1904 Born March 20th.
1930 Initiated research in reflexes.
1930-31 Received Harvard Fellowship.
1936 Married Yvonne Blue.
1938 The Behavior of Organisms was published.
1942 Awarded the Warren Medal by the Society of Experimental Psychologists.
1945 Skinner took over the Psychology Department at the University of Indiana
1948 Skinner began his research with pigeons.
1949 Elected president of the Midwestern Psychological Association
1950 (Late 1950’s) Psychology: A study of a science
1953 The Analysis of Behavior; American Psychologist.
1956 Fixed interval schedule of reinforcement described.
1957 Introduced the term “Verbal Behavior”.
1966 Skinner introduced the concept of a critical period in reinforcing an event.
1966 Elected president of the Pavlovian Society.
1968 Skinner identified the critical characteristics of programmed instruction.
1972 Received the Humanist of the Year Award by the American Humanist Association.
1974 Retired as Harvard’s Edgar Pierce Professor of Psychology.
1990 Skinner died on August 18th.
- Worked as a bookstore clerk in New York City for a few months; happened to find books by Pavlov and Watson
- Skinner found their books impressive and exciting; wanted to learn more
- World War II was an influencing factor; Project Pigeon (“the research that I described in The Behavior of Organisms appeared in a new light. It was no longer merely an experimental analysis. It had given rise to a technology.”)
- Wife’s pregnancy; The Baby Tender
- Observation of child’s classroom (“through no fault of her own the teacher was violating almost everything we knew about the learning process.”); Teaching Machines and Programmed Instruction
Main Theory of Social Change
1. Behavior that is positively reinforced will reoccur, reinforcement is particularly effective
2. Information should be presented in small amounts so that responses can be reinforced (“shaping”)

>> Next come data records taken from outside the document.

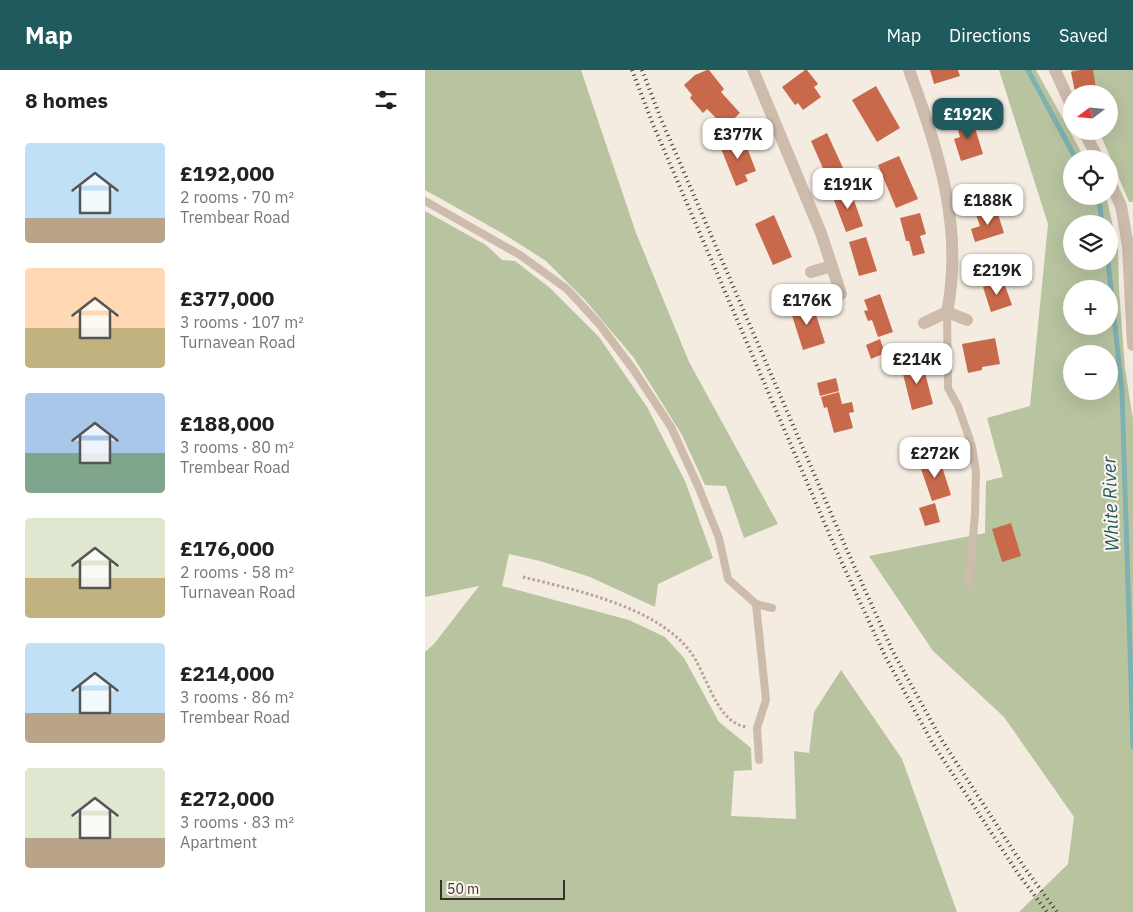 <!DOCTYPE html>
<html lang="en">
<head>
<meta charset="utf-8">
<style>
	body { margin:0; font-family:"IBM Plex Sans",sans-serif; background:#f2f2f2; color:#222; height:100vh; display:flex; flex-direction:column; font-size:19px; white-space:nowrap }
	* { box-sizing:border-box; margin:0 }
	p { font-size:16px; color:#767676 }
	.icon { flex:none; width:28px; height:28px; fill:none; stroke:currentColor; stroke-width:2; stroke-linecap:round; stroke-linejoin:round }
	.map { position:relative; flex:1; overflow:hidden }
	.panel { display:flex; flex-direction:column; background:#fff; width:425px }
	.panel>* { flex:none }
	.needle { width:32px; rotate:254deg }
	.tools { position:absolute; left:638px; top:15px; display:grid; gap:10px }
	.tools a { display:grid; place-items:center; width:55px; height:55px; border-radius:50%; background:#fff; box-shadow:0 5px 20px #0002; font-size:25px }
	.scale { position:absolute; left:15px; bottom:12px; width:125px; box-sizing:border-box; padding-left:5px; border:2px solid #3b302b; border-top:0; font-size:14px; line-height:18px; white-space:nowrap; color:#3b302b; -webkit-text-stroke:4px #fbf5ee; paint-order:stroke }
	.price { position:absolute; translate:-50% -42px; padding:0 11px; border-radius:10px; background:#fff; color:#222; font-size:16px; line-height:32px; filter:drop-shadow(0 1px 2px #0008) }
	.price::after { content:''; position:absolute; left:50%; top:30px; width:15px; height:11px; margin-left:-8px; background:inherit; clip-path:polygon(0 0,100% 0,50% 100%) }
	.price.current { background:#1f5a5e; color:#fff }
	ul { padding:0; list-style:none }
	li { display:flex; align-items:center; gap:15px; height:125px; padding:0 25px }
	li span { display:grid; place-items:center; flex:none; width:140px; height:100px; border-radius:5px; color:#555 }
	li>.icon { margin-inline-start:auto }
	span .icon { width:60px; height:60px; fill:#fffc; stroke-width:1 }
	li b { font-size:21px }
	h2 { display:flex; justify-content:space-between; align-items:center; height:60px; padding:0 25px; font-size:21px }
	header { display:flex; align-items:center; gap:30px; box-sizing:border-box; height:70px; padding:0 25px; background:#1f5a5e; color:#fff }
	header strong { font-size:24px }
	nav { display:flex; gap:28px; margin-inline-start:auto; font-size:18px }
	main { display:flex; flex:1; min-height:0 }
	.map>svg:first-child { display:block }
	.green { fill:#b8c4a0; fill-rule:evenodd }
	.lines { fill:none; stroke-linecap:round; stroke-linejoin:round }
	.stream { stroke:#7fb0b2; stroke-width:5 }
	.building { fill:#c8694b }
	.path { stroke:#b9a596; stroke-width:3; stroke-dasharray:2.5 2.5; stroke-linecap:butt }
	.lane { stroke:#cdbbac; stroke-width:8 }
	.street { stroke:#cdbbac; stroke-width:12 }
	.rail { stroke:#3b302b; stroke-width:4; stroke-dasharray:1 4; stroke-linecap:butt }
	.labels { text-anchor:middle; stroke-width:4; stroke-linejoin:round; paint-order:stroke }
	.water-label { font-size:19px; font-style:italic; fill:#1f5a5e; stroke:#fbf5ee }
</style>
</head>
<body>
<header>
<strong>Map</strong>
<nav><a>Map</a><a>Directions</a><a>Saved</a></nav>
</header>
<main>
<section class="panel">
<h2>8 homes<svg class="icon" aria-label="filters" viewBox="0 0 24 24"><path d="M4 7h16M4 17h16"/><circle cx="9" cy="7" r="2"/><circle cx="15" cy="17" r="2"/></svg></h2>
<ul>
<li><span style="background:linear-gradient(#bfe0f5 75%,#b9a48a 0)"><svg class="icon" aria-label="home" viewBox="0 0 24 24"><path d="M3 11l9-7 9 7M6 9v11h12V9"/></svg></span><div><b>£192,000</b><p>2 rooms · 70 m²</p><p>Trembear Road</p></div></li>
<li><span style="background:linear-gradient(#ffd9b3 60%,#c2b280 0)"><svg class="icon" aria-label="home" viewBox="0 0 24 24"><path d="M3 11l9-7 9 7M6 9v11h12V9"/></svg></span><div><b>£377,000</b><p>3 rooms · 107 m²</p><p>Turnavean Road</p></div></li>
<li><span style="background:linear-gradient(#a9c7e8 60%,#7fa58c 0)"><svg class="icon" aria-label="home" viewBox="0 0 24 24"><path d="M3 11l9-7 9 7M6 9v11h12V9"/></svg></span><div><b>£188,000</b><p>3 rooms · 80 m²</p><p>Trembear Road</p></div></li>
<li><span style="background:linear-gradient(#dfe7d0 60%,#c2b280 0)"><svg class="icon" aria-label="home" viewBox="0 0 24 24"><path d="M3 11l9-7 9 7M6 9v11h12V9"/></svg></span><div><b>£176,000</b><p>2 rooms · 58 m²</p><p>Turnavean Road</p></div></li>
<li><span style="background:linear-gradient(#bfe0f5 70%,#b9a48a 0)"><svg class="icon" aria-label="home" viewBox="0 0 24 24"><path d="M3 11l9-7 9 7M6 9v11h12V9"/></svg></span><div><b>£214,000</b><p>3 rooms · 86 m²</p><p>Trembear Road</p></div></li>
<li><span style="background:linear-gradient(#dfe7d0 70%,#b9a48a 0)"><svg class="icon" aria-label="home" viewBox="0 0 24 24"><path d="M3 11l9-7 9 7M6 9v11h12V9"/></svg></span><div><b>£272,000</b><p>3 rooms · 83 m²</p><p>Apartment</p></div></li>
</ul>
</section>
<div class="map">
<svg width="708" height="842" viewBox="0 0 708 842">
	<rect width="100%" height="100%" fill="#f4ebe1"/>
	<path class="green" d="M 0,0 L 156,0 L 211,163 L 264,292 L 353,454 L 319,468 L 301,416 L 280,415 L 257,365 L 209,288 L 160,230 L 121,191 L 77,163 L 0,120 Z
		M 574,0 L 611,0 L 660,89 L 646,89 L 646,126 L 681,126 L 693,178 L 694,219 L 700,299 L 708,349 L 708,842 L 594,842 L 643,794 L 649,747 L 579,647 L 508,581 L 444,486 L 560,463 L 561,411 L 578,407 L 562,348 L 605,336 L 623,154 ZM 646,154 L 684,154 L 684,191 L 646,191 ZM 646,219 L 684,219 L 684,256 L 646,256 ZM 646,284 L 684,284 L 684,321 L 646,321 Z
		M 646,0 L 708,0 L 708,132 L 704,132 L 674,61 L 684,61 L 684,24 L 658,24 Z
		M 0,141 L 61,175 L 77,190 L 90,191 L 125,218 L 174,267 L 222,337 L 260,411 L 288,488 L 233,514 L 230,537 L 165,507 L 115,491 L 84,484 L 77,516 L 204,550 L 240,567 L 259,588 L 294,652 L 326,678 L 327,700 L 309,701 L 306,746 L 371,749 L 369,681 L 384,683 L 389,642 L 416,600 L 477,689 L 532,842 L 0,842 L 0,582 L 9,574 L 54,516 L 0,527 Z"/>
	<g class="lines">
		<path class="stream" d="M 603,0 L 651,89
			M 670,126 L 675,136 L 677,154
			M 683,191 L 697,321 L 708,677"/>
	</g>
	<path class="building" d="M 282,0 L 284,0 L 299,19 L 296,22 L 315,43 L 300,57 L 282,39 L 278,43 L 265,28 L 267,25 L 259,15 L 270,5 Z
		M 380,0 L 382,0 L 393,14 L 389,17 L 396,27 L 378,40 L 373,33 L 370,35 L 357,17 Z
		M 505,0 L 533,0 L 535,6 L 509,14 Z
		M 655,0 L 668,0 L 671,18 L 650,22 L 646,2 Z
		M 451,16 L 475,58 L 452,72 L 427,30 Z
		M 547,48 L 558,84 L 536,91 L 529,69 L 535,67 L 531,53 Z
		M 402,63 L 418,98 L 401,105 L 386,71 Z
		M 318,67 L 331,101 L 320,105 L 323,111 L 311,116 L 295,76 Z
		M 474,86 L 493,129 L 471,138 L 453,95 Z
		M 425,119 L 438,156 L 421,162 L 407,125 Z
		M 571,138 L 579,163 L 550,172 L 546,159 L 555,156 L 551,145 Z
		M 495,143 L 501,164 L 495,166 L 500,183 L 488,186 L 484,171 L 481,171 L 475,148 Z
		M 349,145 L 367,187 L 348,195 L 330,154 Z
		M 441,167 L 452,201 L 434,206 L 424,172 Z
		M 578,210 L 587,235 L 566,242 L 558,217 Z
		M 455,224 L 468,262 L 453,267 L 447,250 L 443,251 L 439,241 L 443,240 L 439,230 Z
		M 387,232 L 400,273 L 378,280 L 365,239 Z
		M 570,268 L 575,294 L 557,297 L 557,300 L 543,303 L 537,274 Z
		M 455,269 L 460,283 L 446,289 L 441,275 Z
		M 497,291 L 508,334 L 487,340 L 476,296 Z
		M 411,308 L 414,321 L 395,326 L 392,313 Z
		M 414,322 L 417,334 L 427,332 L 429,342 L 424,343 L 428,358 L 409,363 L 402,337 L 399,338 L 396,327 Z
		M 498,377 L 501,387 L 489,391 L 485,381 Z
		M 514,387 L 526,425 L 507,431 L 494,393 Z
		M 510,433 L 515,452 L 500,456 L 494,438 Z
		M 586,453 L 596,486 L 577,492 L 567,459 Z"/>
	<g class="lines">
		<path class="path" d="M 98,507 C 150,520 229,536 264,580 C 282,602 290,653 322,657"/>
		<path class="lane" d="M 0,131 L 95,185 L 142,219 L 175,255 L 208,299 L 246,357 L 273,416 L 294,468 L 303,509 L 331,534 L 347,538
			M 522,242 L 523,318 L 533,336 L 547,376 L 551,402 L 550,444 L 544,514
			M 331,534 L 341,630 L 332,658 L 334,690"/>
		<path class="street" d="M 328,0 L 396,163 L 416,224
			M 484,0 C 513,78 539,158 522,242
			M 630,0 L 646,35
			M 659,61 L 673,89
			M 684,110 L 696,136 L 703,176 L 708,275
			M 386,202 L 407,196
			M 499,253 L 522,242 L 542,250"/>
		<path class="rail" d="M 207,0 L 227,52 L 412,482 L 460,586 L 508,674 L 592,802 L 622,842
			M 217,0 L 236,49 L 421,478 L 468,582 L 516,669 L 599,797 L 632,842"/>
	</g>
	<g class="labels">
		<g class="water-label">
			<text transform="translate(685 434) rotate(-92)" y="7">White River</text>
		</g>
	</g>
</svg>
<div class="tools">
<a><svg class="needle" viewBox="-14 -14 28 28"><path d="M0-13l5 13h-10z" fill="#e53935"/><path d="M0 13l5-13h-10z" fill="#767676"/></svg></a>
<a><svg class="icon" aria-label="locate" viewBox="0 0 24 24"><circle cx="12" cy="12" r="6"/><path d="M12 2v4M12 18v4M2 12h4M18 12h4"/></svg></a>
<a><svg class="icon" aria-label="layers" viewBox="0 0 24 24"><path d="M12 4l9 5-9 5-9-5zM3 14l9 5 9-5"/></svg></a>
<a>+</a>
<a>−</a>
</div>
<div class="scale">50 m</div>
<b class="price current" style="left:543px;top:70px">£192K</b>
<b class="price" style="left:313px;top:90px">£377K</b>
<b class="price" style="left:423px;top:140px">£191K</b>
<b class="price" style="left:563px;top:156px">£188K</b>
<b class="price" style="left:572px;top:226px">£219K</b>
<b class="price" style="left:382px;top:256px">£176K</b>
<b class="price" style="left:492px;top:315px">£214K</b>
<b class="price" style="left:510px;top:409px">£272K</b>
</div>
</main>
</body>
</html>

3. Reinforcements will generalize across similar stimuli (“stimulus generalization”) producing secondary conditioning
- Reinforcement and punishment molds behavior
- Children are conditioned by their experiences
- Changes in behavior are the result of an individual’s response to events (stimuli) that occur in the environment
- A response produces a consequence
- When a Stimulus-Response pattern is reinforced/rewarded, the individual is conditioned to respond
Teaching Machines and Programmed Instruction
- Skinner constructed his first teaching machine; came across the idea while attending his child’s grade 4 math class for father’s day
- Observing he noticed that the teacher gave everyone the same worksheet to do and some students knew what they were doing while others sat not knowing what to do
- Understood that it was difficult for teachers to sit one on one with each student to make sure they understood, but it was necessary for them to get feedback
- Skinner came up with his teaching machine; the teaching machine provided questions in random order and the students would solve the question and get feedback after each one was completed
- The machine did not teach behavior; all it did was give more practice to the lessons that had already been taught
- After three years Skinner developed programmed instruction, where through sequencing, students responded to material broken into small parts
- The first responses of each sequence were prompted, but as performance improved, less and less help was given
- By the end of it, students were doing what they couldn’t do at the beginning
The Skinner Box (Operant conditioning chamber)
- One of Skinner’s best-known inventions
- Contains one or more levers which an animal can press, one or more stimulus light and one or more places in which reinforcements like food can be delivered
- In one of Skinner’s experiments a starved rat was introduced to the box
- When the lever was pressed by the rat a pellet of food was dropped onto a tray
- The rat soon learned that when it pressed the lever food would come out
- In this experiment, the lever-pressing behavior is reinforced by food. In this experiment, Skinner demonstrated the ideas of “operant conditioning” and shaping behavior”
- Operant conditioning is the rewarding of an act that approaches a new desired behavior
The Baby Tender
- 1943; Skinner’s wife was pregnant again
- She wondered whether Skinner could design a crib that would be safer than the typical crib with its bars that could trap a leg and blankets that could suffocate a baby
- Skinner created it; proud of his new invention, an enclosed and heated crib with a plexiglass window, he sent an article to the popular magazine the Lady’s Home Journal
- The article came out as “Baby in a Box“; the “baby tender”, as Skinner called his crib, was used only as a bed for the new baby
- Deborah had a playpen and spent as much time out of her bed as other infants; inevitably confusion occurred between the baby tender and the “Skinner Box.”